Theoretical Analyses of Quantum Counting against Decoherence Errors

TL;DR

This paper provides a theoretical analysis of quantum counting under decoherence, comparing two circuit implementations and revealing that the ascending-order circuit is more robust against errors, with implications for phase estimation tasks.

Contribution

It introduces a comparative analysis of quantum counting circuits under decoherence, highlighting the robustness of the ascending-order circuit through theoretical and numerical methods.

Findings

Ascending-order circuit is more robust against decoherence.

Probability distributions differ between the two circuits under errors.

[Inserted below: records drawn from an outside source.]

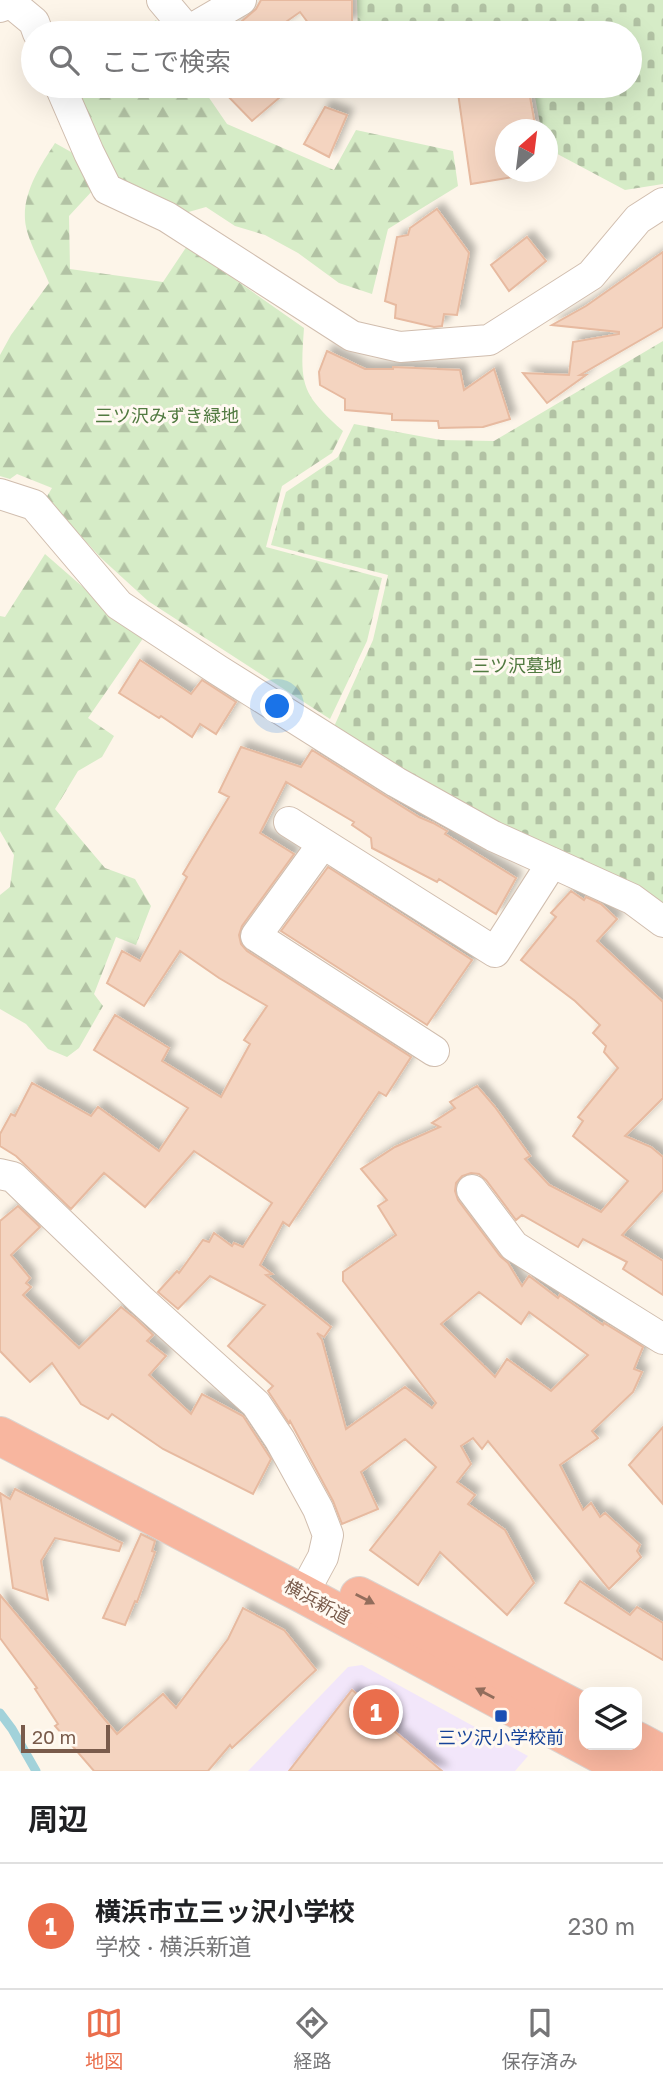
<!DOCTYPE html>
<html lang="ja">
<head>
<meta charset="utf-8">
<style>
	body { margin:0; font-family:"Golos Text","Noto Sans JP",sans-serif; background:#f6f6f6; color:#202124 }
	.controls { position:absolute; right:21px; bottom:21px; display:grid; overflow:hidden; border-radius:14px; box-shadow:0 7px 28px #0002 }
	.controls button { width:63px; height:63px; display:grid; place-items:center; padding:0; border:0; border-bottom:2px solid #e0e0e0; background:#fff; color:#202124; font:35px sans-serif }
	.compass { position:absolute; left:495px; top:119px; width:63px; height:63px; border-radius:50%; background:#fff; box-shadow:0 7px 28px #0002; rotate:28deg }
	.scale { position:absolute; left:21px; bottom:18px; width:89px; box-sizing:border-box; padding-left:7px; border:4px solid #795b4b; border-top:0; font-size:19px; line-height:24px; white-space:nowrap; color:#795b4b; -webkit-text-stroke:5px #fff9f1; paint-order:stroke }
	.you { position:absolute; left:278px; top:707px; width:24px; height:24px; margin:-18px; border:5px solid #fff; border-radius:50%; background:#1a73e8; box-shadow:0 0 0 10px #1a73e833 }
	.badge { display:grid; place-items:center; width:46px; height:46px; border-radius:50%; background:#ea6e4c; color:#fff; font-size:23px; font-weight:700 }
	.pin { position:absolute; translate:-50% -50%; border:4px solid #fff; box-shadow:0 2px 7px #0006 }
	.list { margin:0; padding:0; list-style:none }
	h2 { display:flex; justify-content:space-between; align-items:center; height:91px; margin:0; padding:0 28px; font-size:30px }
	h2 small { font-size:23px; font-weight:400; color:#757577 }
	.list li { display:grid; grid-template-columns:46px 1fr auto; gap:21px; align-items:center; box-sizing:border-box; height:126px; padding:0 28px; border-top:2px solid #e0e0e0 }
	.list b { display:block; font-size:26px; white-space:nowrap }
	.list p { margin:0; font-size:23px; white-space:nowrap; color:#757577 }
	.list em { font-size:23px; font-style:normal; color:#757577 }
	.icon { flex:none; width:38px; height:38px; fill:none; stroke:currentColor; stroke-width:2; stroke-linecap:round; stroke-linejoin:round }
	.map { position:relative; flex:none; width:663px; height:1771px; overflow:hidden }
	.search { position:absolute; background:#fff; box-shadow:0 7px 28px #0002; left:21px; right:21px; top:21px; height:77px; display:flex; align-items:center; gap:18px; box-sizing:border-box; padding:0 24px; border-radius:38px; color:#757577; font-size:26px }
	.sheet { height:217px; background:#fff }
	nav { display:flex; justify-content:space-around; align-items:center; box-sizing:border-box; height:98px; border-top:2px solid #e0e0e0; background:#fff; font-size:19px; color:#757577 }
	nav a { display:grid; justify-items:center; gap:4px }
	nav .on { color:#ea6e4c }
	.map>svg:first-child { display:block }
</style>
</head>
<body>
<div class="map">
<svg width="663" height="1771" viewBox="0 0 663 1771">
	<defs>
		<pattern id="forest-firs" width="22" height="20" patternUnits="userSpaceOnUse" patternTransform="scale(1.75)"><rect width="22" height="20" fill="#d6ecc7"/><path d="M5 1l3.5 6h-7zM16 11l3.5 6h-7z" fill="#b2c2a4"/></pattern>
		<pattern id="cemetery-stones" width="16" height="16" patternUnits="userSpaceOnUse" patternTransform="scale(1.75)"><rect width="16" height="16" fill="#d6ecc7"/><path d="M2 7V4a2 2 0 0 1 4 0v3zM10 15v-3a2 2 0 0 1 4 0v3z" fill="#b2c2a4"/></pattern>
		<filter id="shadow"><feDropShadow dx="6" dy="-6" stdDeviation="3.5" flood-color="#0004"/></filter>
	</defs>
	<rect width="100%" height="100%" fill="#fdf5e9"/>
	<polygon fill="#f2e6fa" points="362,1665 528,1756 515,1771 248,1771 348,1667"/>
	<g fill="url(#forest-firs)">
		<polygon points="156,20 165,33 70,33 87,22 140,30"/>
		<polygon points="74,86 201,86 227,124 334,170 356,130 453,151 458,186 388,229 372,294 339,283 298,253 265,235 235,226 206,207 185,213 113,177"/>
		<path d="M55,143l25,14 13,33 -24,26 1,53 93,13 24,-36 117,82c-4,56 -4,65 39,103l-11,22 -50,33 -16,61 116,31 -15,63 -37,78 -182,-118 -47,-43 -55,-60 6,-10 -35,-14 -7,5 -10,-3v-121l11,-20 38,-52c-7,-17 -17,-35 -22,-52 -9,-32 12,-63 28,-88z"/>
		<polygon points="45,554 115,615 146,634 88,718 114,736 102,757 78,771 55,809 105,868 135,879 151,906 136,945 116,937 94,994 103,1006 79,1048 67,1057 48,1049 26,1024 0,1009 0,895 10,887 14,855 0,831 0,616 5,617"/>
	</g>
	<g fill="url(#cemetery-stones)">
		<polygon points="357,0 663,0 663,184 625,190 548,149 548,130 541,129 533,86 630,86 630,33 358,33"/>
		<polygon points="663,341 663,910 554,858 332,731 373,640 388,575 271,545 286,492 338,457 354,424 441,440 494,441"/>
	</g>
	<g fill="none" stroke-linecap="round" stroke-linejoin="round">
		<polyline stroke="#a2d2da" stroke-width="9" points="0,1713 12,1729 36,1771"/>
	</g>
	<g fill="#f4d4c0" stroke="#e7baa0" stroke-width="2" fill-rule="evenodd" filter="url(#shadow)">
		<polygon points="261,0 352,0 352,23 312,28 300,12 270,33 228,33 256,9"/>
		<polygon points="218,86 293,86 252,121"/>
		<polygon points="457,86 528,86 536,130 506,130 506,172 543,172 471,184"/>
		<polygon points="325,107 347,115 329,157 304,144"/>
		<polygon points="437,209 469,253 457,315 444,314 442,326 434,327 395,318 396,305 385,301 397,237 408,235 410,228"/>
		<polygon points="527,237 546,261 509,291 491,265"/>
		<polygon points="663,252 663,327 580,375 586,375 547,403 523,373 569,375 573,342 619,334 619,332 552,325 586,306"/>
		<polygon points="327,351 365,369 393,369 393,367 460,370 464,390 494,369 510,419 483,427 439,428 438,421 392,420 392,414 345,410 345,399 320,385 319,372"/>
		<polygon points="140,660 191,694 202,680 236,702 216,734 200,724 192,737 161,716 159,718 119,693"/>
		<path d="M241,747l60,20 11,-17 107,67 14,6 14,8 -2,3 71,44 -20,36 -57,-35 -2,3 -65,-34 -1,-10 -19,-13 2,-3 -68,-40 -26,51 34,21 -52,72 -3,9 2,9 6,7 164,106 -25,39 -7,-4 -90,134 -6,-4 -23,43 12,9 -6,1 65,52 -7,10 -7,-4 5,7 24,89 59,-42 27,21 4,-5 -93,-122v-9l53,-37 -18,-29 9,-6 -26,-31 34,-22 45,-20 -8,-4 23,-15 -5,-6 27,-16 18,21 35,49 -5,3 24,26 52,27 27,-31 -55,-45 10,-15 -5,-4 40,-49 -14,-16 2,-6 -13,-13 7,-8 -25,-24 -54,-41 35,-43 -5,-4 20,-22 13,9 2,-3 15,7 16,15 -20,22 66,61v96l-38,38 26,11 12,10v33l-41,45 41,26v34l-40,-26 4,-7 -44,-23 -5,8 -56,-32 -6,5 -30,-40 -7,-6 -8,-1 -9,3 -6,7 -1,8 3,9 42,56 8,7 14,23 7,-10 29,22 2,-3 43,30 1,-2 39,24 -9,22 8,3 -9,20 -41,39 6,7 -38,27 23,45 8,-7 9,14 5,-4 35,32 -3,6 4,6 -32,32 -121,-148 -6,8 -9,-11 -12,8 10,18 -14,18 18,13 -7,9 37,26 29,53 -27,32 -67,-63 -22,33 -48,-35 66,-83 -31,-28 -44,33 17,37 -36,15 -9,-23 -43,-80 -1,2 -21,-32 5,-5 -45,-40 37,-41 -55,-29 -32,33 -20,-17 19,-21 2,2 24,-33 6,2 5,-9 18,13 2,-3 9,4 29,-44 -78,-52 -49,56 -41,-34 -33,36 -55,-53 -16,-10v-12l11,-20 4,2 17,-33 59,33 7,-9 61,44 29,-43 -94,-58 21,-35 54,33 -7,13 59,36 29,-53 -6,-4 23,-34 -48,-28 -39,-27 -36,55 -37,-23 15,-32 18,10 47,-84 -4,-3 46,-77 -10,-5zM479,1292l42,32 8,-12 59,43 -37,36 -44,-32 -12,18 -54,-53z"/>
		<polygon points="328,867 472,960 427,1025 281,931"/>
		<polygon points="18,1206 40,1227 11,1255 30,1278 26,1283 31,1287 23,1295 79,1348 121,1307 136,1319 153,1335 147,1341 166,1356 149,1375 191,1414 202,1394 243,1416 271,1459 253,1494 163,1449 112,1414 108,1419 81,1404 52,1363 30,1382 0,1351 0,1221"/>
		<polygon points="663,1427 663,1504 629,1465"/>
		<polygon points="15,1489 122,1543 119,1551 55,1538 41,1561 48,1600 13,1588 0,1493 10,1499"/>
		<polygon points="141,1534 155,1541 152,1551 155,1552 137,1602 135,1601 125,1625 103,1618"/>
		<polygon points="580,1581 630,1615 637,1607 663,1623 663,1660 565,1603"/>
		<polygon points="0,1595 117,1734 163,1694 176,1708 228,1639 243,1608 284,1630 316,1670 232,1748 230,1745 208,1771 94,1771 55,1726 58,1724 35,1689 37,1688 0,1638"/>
		<polygon points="352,1690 397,1725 393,1730 442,1771 289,1771"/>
	</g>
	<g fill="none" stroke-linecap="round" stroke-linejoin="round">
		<defs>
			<g id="street">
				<polyline points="162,0 188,31 241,0"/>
				<polyline points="0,7 11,3 34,22 38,33"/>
				<polyline points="60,86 89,153 107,189 167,217 352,336 400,347 489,340 591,275 638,219 663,203"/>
				<polyline points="0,494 34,505 119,605 218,670 396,782 493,836 632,899 663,922"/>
				<polyline points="289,822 495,952 552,863"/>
				<polyline points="322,845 256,936 434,1051"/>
				<polyline points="0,1174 13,1177 140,1299 256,1404 280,1440 318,1509 328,1535 323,1557 303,1594"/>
				<polyline points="472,1190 514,1246 663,1339"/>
			</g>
			<g id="highway">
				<polyline points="0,1436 303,1594 632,1771"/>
				<polyline points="359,1596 584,1713"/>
				<polyline points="637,1741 663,1755"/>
			</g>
		</defs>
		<use href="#street" stroke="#d0bdae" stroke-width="32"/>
		<use href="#highway" stroke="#dcd4d0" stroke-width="40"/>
		<use href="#street" stroke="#fff" stroke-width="30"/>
		<use href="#highway" stroke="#f8b69f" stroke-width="38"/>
	</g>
	<defs><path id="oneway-solid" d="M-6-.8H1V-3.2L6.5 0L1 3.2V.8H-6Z" transform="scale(1.75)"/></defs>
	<g fill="#926d5c">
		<use href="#oneway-solid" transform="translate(365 1599) rotate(27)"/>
		<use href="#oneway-solid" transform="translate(485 1693) rotate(-152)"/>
	</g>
	<rect fill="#1a4fb4" stroke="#fff9f1" stroke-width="2.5" x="494" y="1709" width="14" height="14" rx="3.5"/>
	<g text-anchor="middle" stroke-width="6" stroke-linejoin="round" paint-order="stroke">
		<g font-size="18" fill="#517a40" stroke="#fff9f1">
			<text x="167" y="422">三ツ沢みずき緑地</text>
			<text x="517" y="672">三ツ沢墓地</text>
		</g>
		<g font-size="18" fill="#795b4b" stroke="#fff9f1">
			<text transform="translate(317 1602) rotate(29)" y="6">横浜新道</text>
		</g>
		<g font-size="18" fill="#164399" stroke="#fff9f1">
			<text x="501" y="1744">三ツ沢小学校前</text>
		</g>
	</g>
</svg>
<div class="controls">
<button><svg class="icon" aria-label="layers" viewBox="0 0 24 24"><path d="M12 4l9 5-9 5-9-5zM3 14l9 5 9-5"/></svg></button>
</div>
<svg class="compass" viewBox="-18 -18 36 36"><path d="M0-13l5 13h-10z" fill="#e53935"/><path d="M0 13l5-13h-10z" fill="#757577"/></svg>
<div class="scale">20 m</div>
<div class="you"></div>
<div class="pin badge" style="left:376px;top:1712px">1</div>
<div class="search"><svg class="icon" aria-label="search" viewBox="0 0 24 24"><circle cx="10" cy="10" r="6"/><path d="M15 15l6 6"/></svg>ここで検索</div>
</div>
<section class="sheet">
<h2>周辺<small></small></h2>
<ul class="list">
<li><span class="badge">1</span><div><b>横浜市立三ッ沢小学校</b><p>学校 · 横浜新道</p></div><em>230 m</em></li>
</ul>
</section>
<nav>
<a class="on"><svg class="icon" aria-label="map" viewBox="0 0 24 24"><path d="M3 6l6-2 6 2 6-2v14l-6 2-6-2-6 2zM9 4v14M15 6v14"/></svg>地図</a>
<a><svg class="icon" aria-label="directions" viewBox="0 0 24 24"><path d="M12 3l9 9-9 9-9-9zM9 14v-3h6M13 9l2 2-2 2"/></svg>経路</a>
<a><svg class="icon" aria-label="saved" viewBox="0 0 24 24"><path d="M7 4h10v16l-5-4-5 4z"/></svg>保存済み</a>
</nav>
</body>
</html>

Results are applicable to phase estimation and factoring.

Abstract

In this paper, we analyze the quantum counting under the decoherence, which can find the number of solutions satisfying a given oracle. We investigate probability distributions related to the first order term of the error rate on the quantum counting with the depolarizing channel. We also implement two circuits for the quantum counting -- the ascending-order circuit and the descending-order circuit -- by reversing ordering of application of controlled-Grover operations. By theoretical and numerical calculations for probability distributions, we reveal the difference of probability distributions on two circuits in the presence of decoherence and show that the ascending-order circuit is more robust against the decoherence than the descending-order circuit. This property of the robustness is applicable to the phase estimation such as the factoring.